The anti-Anglophile narrative has no room to accommodate  inconvenient facts.

No, they’d rather see it as a godforsaken country with a shameful past we must never be allowed to forget and must always apologise for.

A pitiful land crammed full of racists, bigots and flag-waving knuckleheads who’ll kick you in the f***in’ ’ead for ­staring at their pint.

A small-minded nation that hates even “foreigners” on our own doorstep — the Scots, the Welsh, the Irish.

Do some of these people exist? Yes. Are they in any way the majority?
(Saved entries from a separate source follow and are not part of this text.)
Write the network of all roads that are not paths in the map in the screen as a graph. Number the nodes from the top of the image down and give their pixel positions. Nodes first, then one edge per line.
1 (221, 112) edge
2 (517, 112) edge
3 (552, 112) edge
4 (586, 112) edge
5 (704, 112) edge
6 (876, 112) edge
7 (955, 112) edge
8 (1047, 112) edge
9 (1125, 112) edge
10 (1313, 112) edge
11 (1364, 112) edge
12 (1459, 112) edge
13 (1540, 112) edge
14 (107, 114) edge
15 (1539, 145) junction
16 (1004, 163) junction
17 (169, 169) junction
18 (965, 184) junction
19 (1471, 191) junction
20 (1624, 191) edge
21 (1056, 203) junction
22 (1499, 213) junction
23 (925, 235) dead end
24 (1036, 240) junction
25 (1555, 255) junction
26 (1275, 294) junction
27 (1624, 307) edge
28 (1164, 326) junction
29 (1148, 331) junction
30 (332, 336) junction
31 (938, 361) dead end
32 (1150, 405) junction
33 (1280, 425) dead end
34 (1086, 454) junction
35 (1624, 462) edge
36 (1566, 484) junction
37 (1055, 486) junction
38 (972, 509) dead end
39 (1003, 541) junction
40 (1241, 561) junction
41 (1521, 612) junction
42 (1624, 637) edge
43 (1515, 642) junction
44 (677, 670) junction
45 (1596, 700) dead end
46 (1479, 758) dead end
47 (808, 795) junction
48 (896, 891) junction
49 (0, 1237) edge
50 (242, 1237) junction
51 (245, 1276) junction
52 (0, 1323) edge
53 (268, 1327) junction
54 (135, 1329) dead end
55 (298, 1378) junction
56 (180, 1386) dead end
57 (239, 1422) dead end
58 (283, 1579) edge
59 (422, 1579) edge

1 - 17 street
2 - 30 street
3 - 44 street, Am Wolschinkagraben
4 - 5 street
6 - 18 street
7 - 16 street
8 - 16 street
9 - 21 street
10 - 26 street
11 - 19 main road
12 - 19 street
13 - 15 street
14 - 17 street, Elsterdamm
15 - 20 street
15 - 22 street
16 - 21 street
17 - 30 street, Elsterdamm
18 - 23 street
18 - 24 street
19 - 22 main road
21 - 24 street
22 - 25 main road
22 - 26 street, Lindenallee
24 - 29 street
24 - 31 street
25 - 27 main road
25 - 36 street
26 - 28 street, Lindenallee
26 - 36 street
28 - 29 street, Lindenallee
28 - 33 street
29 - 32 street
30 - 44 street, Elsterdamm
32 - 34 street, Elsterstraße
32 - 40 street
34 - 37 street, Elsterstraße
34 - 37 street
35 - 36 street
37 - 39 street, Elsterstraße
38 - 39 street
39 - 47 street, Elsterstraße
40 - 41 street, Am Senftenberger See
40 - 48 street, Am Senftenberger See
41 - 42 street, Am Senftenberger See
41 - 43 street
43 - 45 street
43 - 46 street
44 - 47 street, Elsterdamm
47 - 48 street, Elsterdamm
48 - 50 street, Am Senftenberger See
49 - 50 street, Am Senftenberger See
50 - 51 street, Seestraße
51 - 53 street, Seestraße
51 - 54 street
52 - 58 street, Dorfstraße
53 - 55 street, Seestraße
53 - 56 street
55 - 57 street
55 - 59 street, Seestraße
No.

But the anti-Anglophile narrative has no room to accommodate inconvenient facts.

Leading lights among the detractors were revealed yesterday — and, surprise ­surprise, they’re Labour voters.

One in eight of them, doubtless representing the Corbynite lunatic fringe, thinks the English flag is “racist and divisive and should not be displayed”.
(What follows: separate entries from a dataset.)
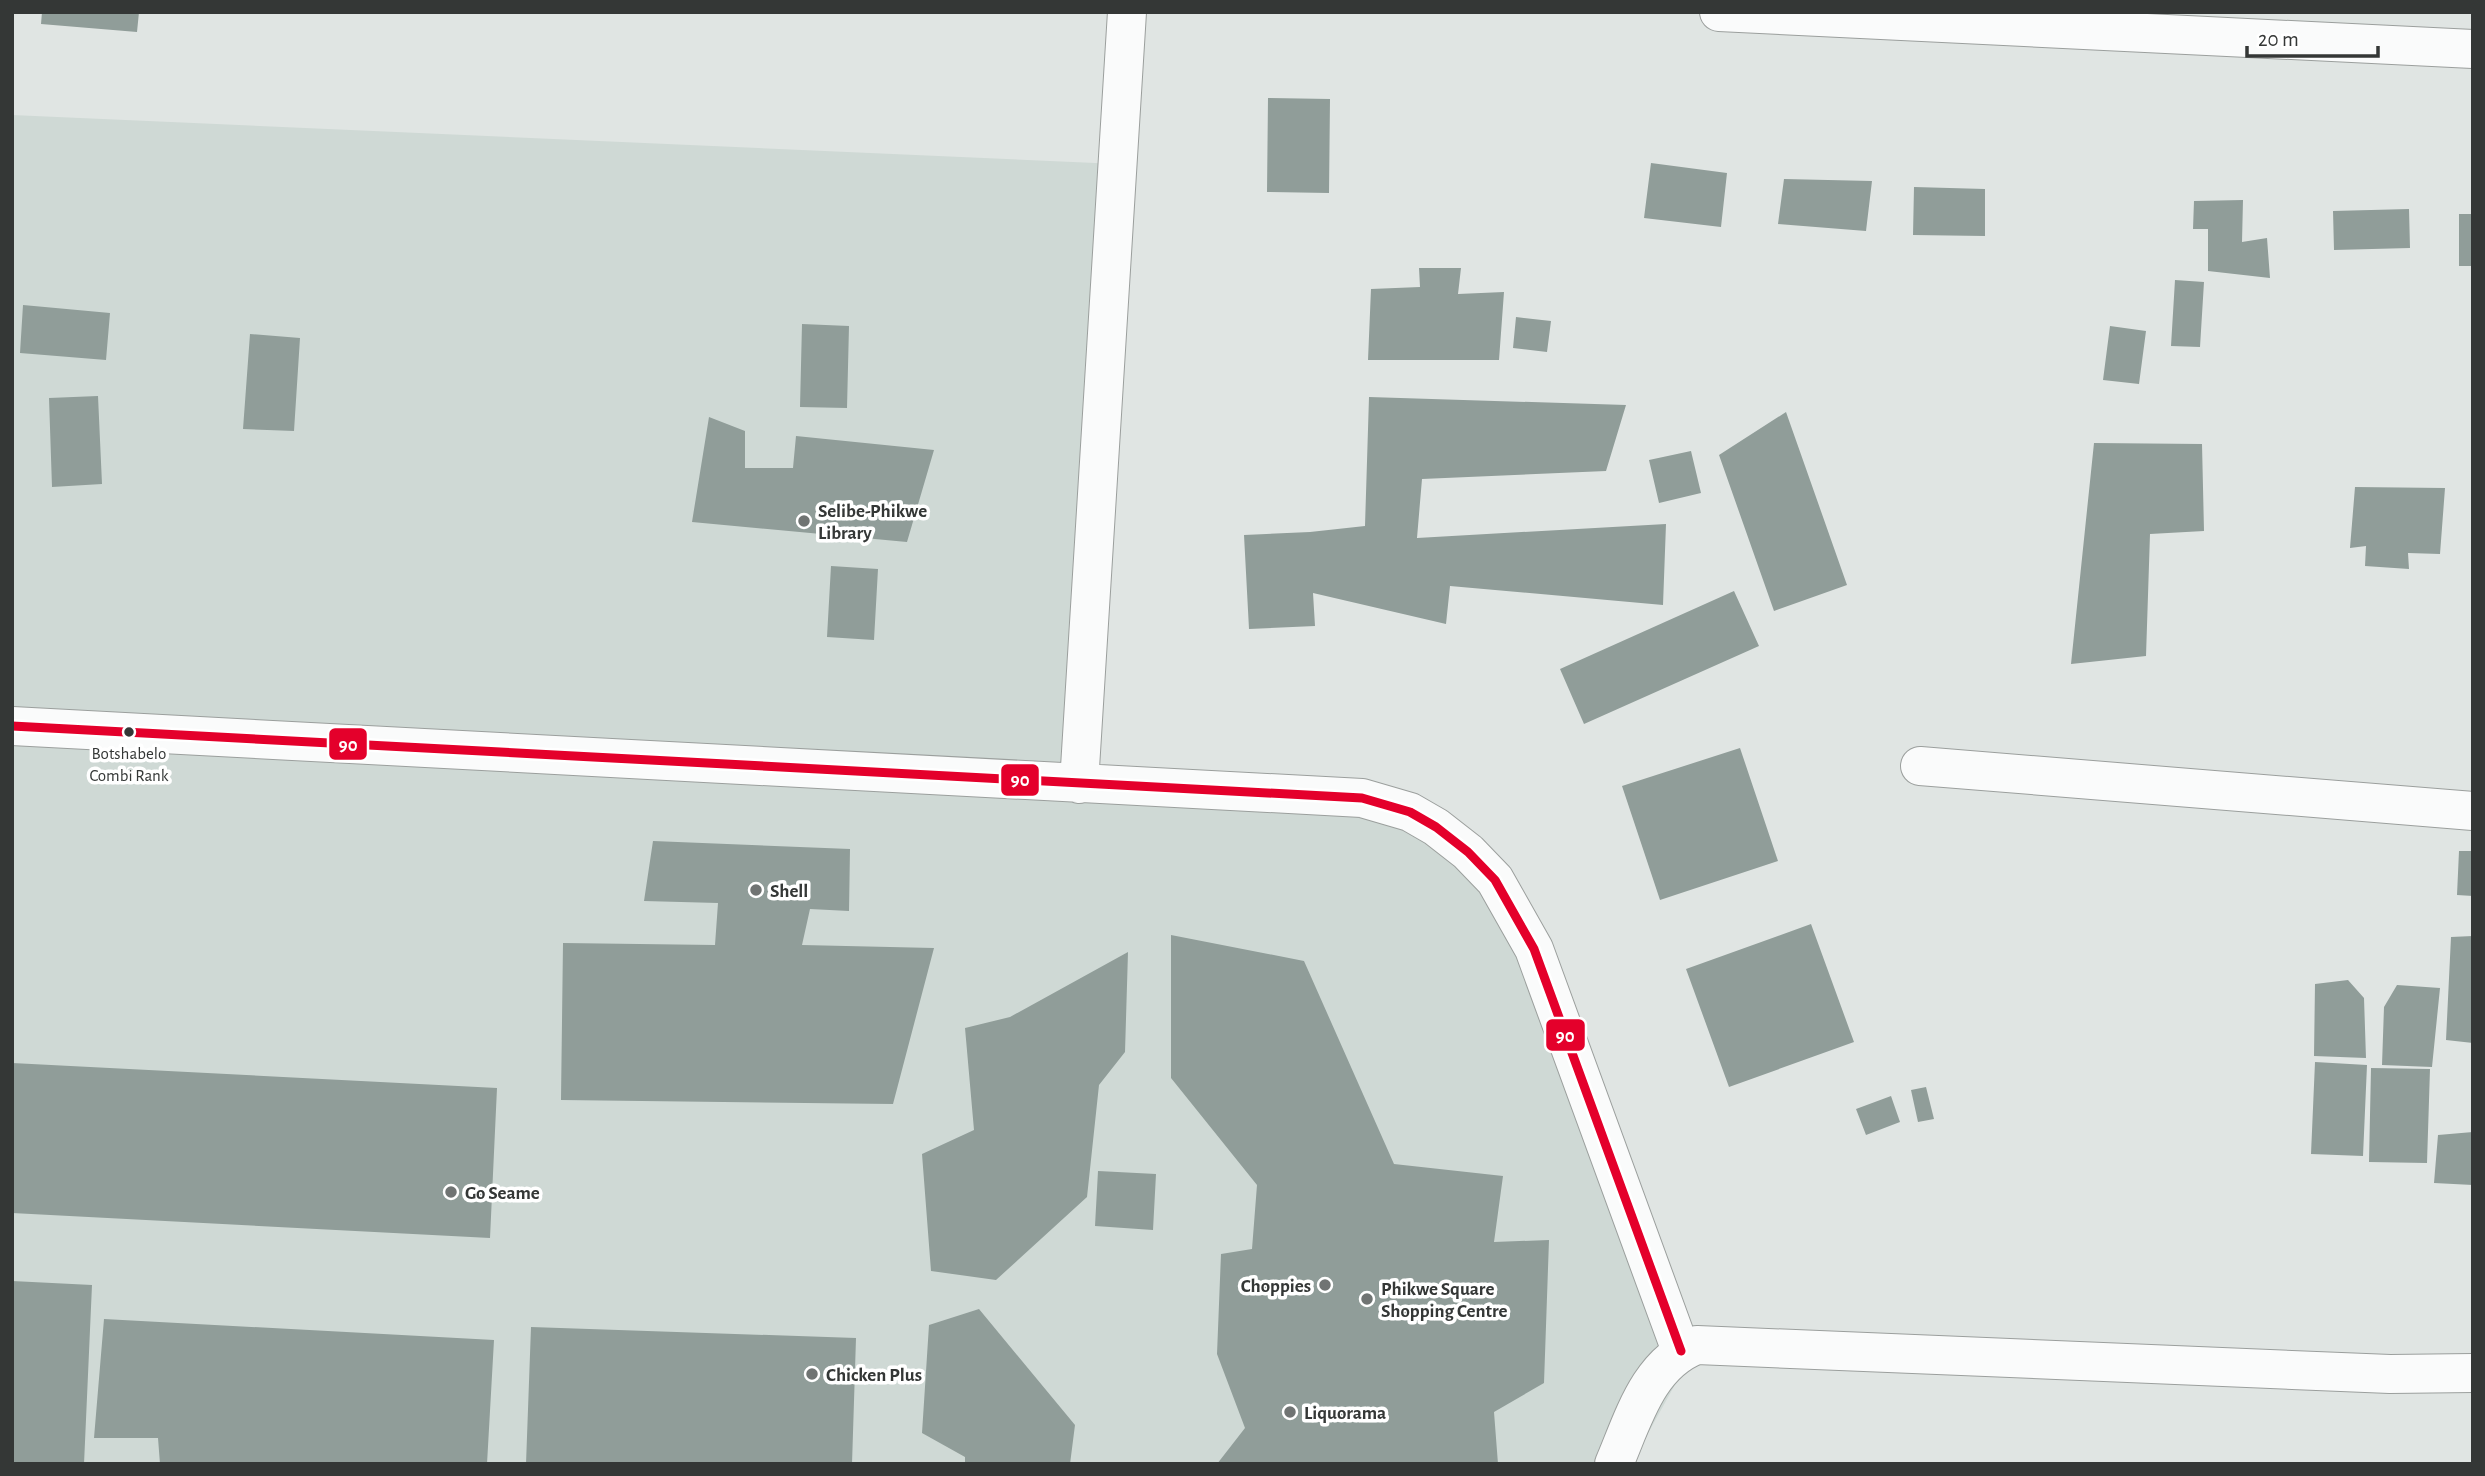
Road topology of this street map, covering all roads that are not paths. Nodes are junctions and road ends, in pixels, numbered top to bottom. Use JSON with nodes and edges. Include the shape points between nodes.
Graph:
{"nodes":[{"id":1,"x":1128,"y":12,"type":"edge"},
{"id":2,"x":1718,"y":12,"type":"edge"},
{"id":3,"x":2473,"y":49,"type":"edge"},
{"id":4,"x":12,"y":726,"type":"edge"},
{"id":5,"x":1920,"y":766,"type":"dead end"},
{"id":6,"x":1079,"y":784,"type":"junction"},
{"id":7,"x":2473,"y":811,"type":"edge"},
{"id":8,"x":1681,"y":1351,"type":"junction"},
{"id":9,"x":2473,"y":1373,"type":"edge"},
{"id":10,"x":1614,"y":1464,"type":"edge"}],
"edges":[{"from":1,"to":6,"type":"street"},
{"from":2,"to":3,"type":"street"},
{"from":4,"to":6,"type":"street"},
{"from":5,"to":7,"type":"street"},
{"from":6,"to":8,"type":"street","via":[[1362,798],[1410,812],[1468,852],[1495,880],[1534,949]]},
{"from":8,"to":9,"type":"street","via":[[1718,1344],[2390,1374]]},
{"from":8,"to":10,"type":"street","via":[[1646,1391]]}]}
The exact same mindset that recently infiltrated the Football Association, who now infamously ditched the St George’s Cross from the new national football kit, splattering their faces with egg in the ­process. 

This one in eight would no doubt rather see the flag of Palestine flying, or one of the endlessly confusing LGBT+ standards.

More worrying, only 56 per cent of those Labour voters polled think the St George’s Cross is “a symbol to represent England and no one should be offended by it”. (That’s compared to 91 per cent of Tory voters agreeing.)

Wow.

But what a difference a day makes.

On Sunday Labour leader Sir Keir Starmer was gushing in a Conservative-backing newspaper about his “pride and gratitude” at  being English.

“Labour is the patriotic party now,” he confidently declared, as he tucked into a plate of jellied eels at an East End pie shop with his bulldog sat loyally by his side (probably).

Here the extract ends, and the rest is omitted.